INSTRUCTIONS TO FOLLOW: Supply the number of lines below containing "Žlutý", nothing else.

Stored data entries:
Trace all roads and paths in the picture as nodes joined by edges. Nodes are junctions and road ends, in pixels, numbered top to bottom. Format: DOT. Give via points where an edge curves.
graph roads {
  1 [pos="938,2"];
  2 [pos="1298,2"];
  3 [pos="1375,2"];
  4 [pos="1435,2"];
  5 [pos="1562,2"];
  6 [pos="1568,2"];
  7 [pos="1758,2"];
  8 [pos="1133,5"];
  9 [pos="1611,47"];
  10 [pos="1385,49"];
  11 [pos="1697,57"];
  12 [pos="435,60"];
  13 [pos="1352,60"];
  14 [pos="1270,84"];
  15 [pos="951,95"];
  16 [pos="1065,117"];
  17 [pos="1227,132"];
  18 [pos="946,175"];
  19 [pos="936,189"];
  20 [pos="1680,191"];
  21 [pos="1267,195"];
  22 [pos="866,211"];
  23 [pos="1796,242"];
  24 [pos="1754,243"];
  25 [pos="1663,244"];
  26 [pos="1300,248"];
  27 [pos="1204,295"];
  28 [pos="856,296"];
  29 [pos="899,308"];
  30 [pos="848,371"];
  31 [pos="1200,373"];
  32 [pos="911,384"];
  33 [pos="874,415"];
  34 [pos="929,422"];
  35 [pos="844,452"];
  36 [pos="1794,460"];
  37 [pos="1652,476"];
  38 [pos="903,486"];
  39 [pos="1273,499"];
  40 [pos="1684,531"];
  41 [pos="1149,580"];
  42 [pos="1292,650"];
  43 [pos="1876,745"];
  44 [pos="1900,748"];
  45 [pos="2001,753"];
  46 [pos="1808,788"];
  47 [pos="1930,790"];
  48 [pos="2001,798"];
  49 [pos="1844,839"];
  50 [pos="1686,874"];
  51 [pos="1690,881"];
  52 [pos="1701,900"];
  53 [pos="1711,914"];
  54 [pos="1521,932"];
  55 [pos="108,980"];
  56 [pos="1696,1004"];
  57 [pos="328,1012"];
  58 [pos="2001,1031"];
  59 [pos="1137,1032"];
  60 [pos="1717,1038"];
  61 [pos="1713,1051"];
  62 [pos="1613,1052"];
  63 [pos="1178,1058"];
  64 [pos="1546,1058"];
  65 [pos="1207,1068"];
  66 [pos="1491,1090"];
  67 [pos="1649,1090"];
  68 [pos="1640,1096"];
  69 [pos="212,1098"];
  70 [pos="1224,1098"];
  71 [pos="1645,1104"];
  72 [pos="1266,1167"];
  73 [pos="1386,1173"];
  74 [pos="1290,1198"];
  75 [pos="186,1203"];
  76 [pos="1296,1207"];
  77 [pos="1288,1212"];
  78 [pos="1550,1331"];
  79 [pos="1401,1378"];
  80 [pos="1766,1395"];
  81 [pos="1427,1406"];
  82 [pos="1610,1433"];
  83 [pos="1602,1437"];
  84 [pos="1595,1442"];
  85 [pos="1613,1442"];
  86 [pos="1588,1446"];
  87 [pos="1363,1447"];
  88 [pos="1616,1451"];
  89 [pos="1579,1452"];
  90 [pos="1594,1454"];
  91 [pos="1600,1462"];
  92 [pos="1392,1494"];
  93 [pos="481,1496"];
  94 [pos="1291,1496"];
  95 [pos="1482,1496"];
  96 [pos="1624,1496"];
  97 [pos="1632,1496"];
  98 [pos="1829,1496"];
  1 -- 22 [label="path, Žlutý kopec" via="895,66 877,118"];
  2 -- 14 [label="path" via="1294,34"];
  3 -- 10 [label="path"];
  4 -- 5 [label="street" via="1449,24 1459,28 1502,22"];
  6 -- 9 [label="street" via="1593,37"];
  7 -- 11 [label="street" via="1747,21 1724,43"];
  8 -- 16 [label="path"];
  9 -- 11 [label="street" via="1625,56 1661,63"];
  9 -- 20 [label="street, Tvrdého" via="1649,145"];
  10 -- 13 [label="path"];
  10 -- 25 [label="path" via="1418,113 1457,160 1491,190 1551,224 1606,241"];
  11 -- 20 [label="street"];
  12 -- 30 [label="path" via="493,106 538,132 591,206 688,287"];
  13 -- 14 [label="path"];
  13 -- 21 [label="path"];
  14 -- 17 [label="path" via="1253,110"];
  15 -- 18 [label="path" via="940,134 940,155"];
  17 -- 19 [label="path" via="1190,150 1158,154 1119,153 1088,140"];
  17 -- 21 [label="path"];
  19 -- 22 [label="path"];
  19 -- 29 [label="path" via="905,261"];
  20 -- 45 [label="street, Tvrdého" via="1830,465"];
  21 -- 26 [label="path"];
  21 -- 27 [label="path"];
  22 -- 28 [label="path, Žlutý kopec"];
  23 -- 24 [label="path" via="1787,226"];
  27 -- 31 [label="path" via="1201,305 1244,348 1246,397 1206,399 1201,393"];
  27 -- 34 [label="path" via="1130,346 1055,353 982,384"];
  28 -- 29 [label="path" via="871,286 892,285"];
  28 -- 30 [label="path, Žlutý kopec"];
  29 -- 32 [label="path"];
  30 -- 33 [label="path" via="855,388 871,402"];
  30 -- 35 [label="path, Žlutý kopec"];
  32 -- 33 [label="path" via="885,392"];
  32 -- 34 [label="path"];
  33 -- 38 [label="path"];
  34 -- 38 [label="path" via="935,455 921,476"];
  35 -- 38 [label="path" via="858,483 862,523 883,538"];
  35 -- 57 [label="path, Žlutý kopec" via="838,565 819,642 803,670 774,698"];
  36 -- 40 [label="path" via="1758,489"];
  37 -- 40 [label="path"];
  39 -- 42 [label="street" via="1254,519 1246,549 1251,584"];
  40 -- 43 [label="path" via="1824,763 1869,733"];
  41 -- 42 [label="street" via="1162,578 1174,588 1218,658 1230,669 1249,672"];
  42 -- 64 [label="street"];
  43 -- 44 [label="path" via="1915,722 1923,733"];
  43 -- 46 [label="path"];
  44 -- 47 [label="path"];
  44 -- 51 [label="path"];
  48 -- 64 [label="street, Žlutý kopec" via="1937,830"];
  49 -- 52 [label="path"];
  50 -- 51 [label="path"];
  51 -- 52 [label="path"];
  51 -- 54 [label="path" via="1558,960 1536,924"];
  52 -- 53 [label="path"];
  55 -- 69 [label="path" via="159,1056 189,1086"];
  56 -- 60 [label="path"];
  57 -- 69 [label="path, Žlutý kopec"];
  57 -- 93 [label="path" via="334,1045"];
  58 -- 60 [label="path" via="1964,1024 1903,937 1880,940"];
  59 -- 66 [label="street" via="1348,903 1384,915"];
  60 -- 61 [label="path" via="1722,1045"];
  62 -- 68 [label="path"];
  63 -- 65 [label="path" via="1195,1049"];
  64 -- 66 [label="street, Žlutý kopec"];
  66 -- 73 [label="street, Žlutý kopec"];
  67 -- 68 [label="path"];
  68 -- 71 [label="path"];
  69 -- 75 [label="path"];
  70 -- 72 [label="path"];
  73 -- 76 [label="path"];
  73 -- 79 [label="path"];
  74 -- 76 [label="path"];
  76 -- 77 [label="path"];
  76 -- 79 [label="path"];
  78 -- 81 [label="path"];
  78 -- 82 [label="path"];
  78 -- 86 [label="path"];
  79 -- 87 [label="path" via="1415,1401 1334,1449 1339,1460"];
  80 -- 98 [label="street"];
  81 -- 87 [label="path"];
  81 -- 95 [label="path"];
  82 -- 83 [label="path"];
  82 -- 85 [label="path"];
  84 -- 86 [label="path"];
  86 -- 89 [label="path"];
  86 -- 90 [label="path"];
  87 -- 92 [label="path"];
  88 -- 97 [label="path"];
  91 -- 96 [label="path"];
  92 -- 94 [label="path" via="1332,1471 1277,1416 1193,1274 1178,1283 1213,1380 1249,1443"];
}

RESULT FOR THIS TASK: 9